Jan 14, 2013 2:41 pm by Kip Kniskern | 16 comments
In case you missed it, Steven Sinofsky, who left Microsoft immediately after the launch of Windows 8 by “mutual” agreement, has started blogging again. Sinofsky was famous for his internal blog posts while at Microsoft, and turned a series of posts into a book, “One Strategy”. Apparently his new blog, Learning by Shipping, will pick up where those posts left off (minus the juicy internal details, of course), tackling Sinofsky’s views on “products, product development, and management”.
The blog won’t be about “specifics or the past regarding Microsoft”, but in the first few posts, especially Sinofsky’s most recent one chronicling his impressions of CES, it’s clear that in Steven Sinofsky’s world, his engineering approach to product development: data gathering, sharing raw data, whether or not to include bullet points or hyperlinks in reports, etc., is that metrics drive product development.
It looks like we’re not through wading through 5,000 word blog posts, although in response to a comment that his posts are too long, he seems to intimate that if you only read Sinofsky, you don’t need anything else:
Keep in mind that at about 5000 words it is much shorter than if you read even half of the posts from a single blog (average about 200 posts of 250 words) you are still an order of magnitude more words. That’s just considering word count.
Do away with the “snark”, Sinofsky says, and just listen to him, and he’ll tell you what you need to hear.
The problem, of course, is that there’s another side to this story – Sinofsky didn’t leave Microsoft solely on his own accord, and at least some parts of his style and his approach to software development were potentially so damaging to Microsoft that a decision was made to force him out. Or that’s what we’re assuming. The real problem is deeper than that: we don’t even know what really happened.
(org chart via Bonkers World)
There isn’t any question that Sinofsky is a master at engineering management: as Bill Gates’ technical assistant, and as the head of engineering efforts that revamped both Office and Windows, Sinofsky indeed has “made the trains run on time”. But there’s more to running a company than metrics driven product development. Sinofsky pissed off a lot of people both within the company and without. His “Windows first” philosophy, where collaboration was largely lip service, was summed up in a piece of “fiction” by Hal Berenson in his blog post on Collaboration (we’ve taken the liberty of substituting Berenson’s “Org A” and “Org B” for “Windows” and “Windows Phone”, which is pretty obvious and makes the reading a bit easier):
Windows tells Windows Phone that they’ll be happy to collaborate as long as Windows Phone is part of Windows’ planning process, conforms with Windows’ development practices, and ships on Windows’ schedule. Further, Windows won’t accept any work from Windows Phone nor do anything for Windows Phone unless it is part of the priorities and scenarios that have been identified as the release priorities for Windows’ business. Windows isn’t budged by pleas that Windows Phone’s business needs their help. Instead Windows suggests it is ok not to collaborate, as they make the shape of a gun with their hand and gesture it towards Windows Phone. Windows Phone realizes that this is slavery, not collaboration.

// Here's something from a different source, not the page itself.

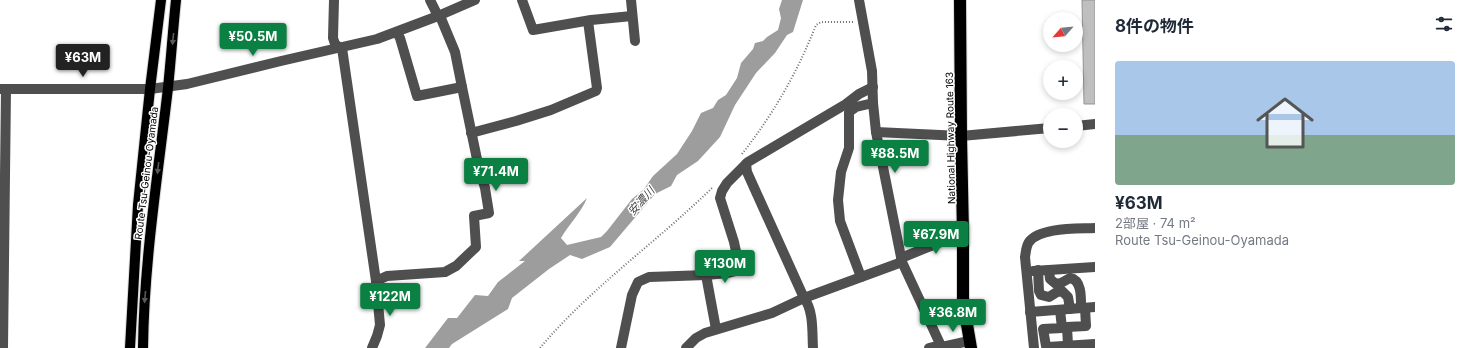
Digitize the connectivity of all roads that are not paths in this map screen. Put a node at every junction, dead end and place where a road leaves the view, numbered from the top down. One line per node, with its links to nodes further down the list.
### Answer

We may not know for a long long time what damage Sinofsky did to Microsoft, but it was potentially enough to remove him as President of Windows, and show him the door. Apparently, he left the company with a less than healthy relationship between Windows Phone and E&D (read: Xbox) and Windows, did damage to a relationship with OEMs who were livid with not only the Surface announcement last June but that they learned of it only that morning, and was increasingly at odds with top management and CEO Steve Ballmer.
We’re glad Sinofsky is blogging, and look forward (well, sorta… they’re so looonnnnggg!!!) to reading his posts, we’re subscribed (breathlessly) to his Feedburner feed, but Sinofsky’s legacy may be more about what didn’t work in his approach, than what did. We just wish we were hearing the other side of the story, even if there is some snark involved.